Last updated 2013-10-16

No results posted yet for this study

Summary

Magnesium is the second most abundant ion in human cells and plays fundamental roles in several enzymatic reactions: it is involved in ATP production, in the phosphorylation of proteins, in glucose metabolism and in the contraction of cytoskeleton.

Several epidemiological studies demonstrated that low dietary magnesium intake is inversely associated with diabetes mellitus, hypertension and metabolic syndrome.

Magnesium could be related to important haemodynamic and metabolic anomalies: at vascular level it acts as an antagonist of calcium, especially in vascular smooth muscle cells, thus its deficit could enhance vascular contraction; with regard to glucose metabolism, magnesium is involved in the physiopathological mechanism of insulin resistance, through a reduction in cellular uptake of glucose. This condition and the subsequent compensatory hyperinsulinemia can ultimately lead to increased synthesis of proinflammatory cytokines and to endothelial dysfunction. Thus, magnesium depletion and subsequent alterations can increase the risk of developing vascular disease such as atherosclerosis and has been associated with cardiovascular events.

Several clinical trials have explored the possible beneficial effect of magnesium supplementation on blood pressure, plasma lipids and insulin resistance but the results are often contradictory.
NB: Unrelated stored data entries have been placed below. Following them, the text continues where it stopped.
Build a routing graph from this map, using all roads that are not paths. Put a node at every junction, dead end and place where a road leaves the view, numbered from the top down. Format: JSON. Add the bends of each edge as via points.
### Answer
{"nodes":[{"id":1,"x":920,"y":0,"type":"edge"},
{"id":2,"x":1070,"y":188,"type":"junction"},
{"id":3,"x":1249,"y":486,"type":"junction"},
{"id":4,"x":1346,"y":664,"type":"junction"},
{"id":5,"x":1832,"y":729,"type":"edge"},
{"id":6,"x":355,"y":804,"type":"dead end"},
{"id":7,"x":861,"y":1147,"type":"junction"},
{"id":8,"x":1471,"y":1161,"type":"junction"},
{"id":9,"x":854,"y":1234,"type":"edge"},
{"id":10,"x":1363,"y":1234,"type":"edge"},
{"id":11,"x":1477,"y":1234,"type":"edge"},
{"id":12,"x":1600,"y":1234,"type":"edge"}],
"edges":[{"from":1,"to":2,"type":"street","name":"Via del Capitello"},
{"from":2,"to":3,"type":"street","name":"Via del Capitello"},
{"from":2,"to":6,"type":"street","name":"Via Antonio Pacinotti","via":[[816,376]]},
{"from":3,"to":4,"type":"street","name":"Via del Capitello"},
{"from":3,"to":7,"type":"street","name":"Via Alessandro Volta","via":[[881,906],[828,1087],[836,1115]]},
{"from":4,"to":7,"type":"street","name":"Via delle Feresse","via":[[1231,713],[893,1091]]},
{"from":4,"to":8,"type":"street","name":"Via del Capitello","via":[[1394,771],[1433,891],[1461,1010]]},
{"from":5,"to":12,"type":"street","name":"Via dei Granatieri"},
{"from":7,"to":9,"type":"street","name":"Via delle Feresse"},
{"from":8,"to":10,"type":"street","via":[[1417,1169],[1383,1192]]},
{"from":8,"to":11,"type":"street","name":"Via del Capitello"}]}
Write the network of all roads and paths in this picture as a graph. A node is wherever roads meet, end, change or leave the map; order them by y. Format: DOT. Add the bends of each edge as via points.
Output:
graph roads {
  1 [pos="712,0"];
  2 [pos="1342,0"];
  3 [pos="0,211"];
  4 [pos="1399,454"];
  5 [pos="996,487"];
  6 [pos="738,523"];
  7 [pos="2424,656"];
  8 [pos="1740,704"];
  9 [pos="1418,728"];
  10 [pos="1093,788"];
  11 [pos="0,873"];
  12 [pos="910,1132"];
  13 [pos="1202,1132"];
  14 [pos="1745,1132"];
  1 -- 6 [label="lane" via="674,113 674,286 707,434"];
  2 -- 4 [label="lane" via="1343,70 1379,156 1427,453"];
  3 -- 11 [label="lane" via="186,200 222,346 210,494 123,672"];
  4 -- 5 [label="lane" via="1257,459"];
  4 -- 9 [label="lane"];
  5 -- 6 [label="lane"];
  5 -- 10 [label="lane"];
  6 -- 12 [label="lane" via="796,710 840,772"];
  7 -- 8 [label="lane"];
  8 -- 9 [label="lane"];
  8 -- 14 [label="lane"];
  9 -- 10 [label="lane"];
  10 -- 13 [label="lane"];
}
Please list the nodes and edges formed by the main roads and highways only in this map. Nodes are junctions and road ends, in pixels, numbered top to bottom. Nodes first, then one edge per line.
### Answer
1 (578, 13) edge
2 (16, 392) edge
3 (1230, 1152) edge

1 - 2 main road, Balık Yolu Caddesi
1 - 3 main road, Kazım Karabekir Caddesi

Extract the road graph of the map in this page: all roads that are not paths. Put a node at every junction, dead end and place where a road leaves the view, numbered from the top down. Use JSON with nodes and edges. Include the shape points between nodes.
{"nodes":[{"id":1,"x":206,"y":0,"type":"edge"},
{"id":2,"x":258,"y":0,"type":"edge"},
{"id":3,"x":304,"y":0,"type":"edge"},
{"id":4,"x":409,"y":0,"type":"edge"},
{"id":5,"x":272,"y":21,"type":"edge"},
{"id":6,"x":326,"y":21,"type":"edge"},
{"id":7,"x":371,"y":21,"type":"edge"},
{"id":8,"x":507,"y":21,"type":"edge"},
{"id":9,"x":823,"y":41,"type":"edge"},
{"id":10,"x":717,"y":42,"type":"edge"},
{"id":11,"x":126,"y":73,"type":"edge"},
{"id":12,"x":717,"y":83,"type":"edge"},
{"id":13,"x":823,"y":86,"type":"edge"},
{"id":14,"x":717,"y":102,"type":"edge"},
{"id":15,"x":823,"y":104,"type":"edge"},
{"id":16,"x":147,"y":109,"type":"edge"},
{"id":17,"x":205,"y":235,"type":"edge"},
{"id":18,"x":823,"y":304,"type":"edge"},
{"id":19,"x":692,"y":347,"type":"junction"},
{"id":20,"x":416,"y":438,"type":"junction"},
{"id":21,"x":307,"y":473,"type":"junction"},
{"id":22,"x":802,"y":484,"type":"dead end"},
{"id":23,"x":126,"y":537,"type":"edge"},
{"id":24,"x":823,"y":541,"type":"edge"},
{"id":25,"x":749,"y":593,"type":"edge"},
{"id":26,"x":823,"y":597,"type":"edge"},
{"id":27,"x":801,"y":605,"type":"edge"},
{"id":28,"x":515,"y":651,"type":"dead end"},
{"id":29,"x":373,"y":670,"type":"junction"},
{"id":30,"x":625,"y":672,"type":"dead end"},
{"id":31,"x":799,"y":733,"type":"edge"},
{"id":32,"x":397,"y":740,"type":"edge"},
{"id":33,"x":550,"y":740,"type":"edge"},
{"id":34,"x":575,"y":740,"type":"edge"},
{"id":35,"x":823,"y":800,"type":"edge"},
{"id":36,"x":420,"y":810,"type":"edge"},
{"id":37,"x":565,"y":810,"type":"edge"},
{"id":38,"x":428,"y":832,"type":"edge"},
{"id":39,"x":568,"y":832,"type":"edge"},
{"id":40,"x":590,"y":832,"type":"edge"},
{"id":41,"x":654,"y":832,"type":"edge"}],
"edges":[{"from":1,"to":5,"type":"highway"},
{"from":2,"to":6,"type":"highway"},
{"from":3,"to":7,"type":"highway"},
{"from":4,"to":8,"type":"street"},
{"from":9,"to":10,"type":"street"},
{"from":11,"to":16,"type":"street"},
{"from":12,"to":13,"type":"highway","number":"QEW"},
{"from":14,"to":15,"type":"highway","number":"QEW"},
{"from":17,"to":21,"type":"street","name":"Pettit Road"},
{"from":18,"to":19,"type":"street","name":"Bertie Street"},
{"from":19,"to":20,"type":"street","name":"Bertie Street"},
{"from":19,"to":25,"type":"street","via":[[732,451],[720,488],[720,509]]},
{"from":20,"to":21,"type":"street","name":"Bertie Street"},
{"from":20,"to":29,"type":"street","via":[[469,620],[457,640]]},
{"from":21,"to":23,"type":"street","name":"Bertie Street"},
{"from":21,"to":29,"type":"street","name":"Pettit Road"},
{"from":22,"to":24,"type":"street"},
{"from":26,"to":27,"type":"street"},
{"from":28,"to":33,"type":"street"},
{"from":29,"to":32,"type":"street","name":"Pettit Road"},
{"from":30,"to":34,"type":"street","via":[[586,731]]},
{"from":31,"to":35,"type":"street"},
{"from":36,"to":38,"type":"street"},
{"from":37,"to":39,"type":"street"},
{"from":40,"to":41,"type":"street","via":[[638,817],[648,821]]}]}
One of the possibilities for these unclear results could be that in some of them the interventions started too late when haemodynamic and metabolic changes are more difficult to revert.

The investigators hypothesis is that magnesium supplementation in a population at increased genetic risk of developing metabolic syndrome but without it could improve blood pressure and the other metabolic syndrome related components.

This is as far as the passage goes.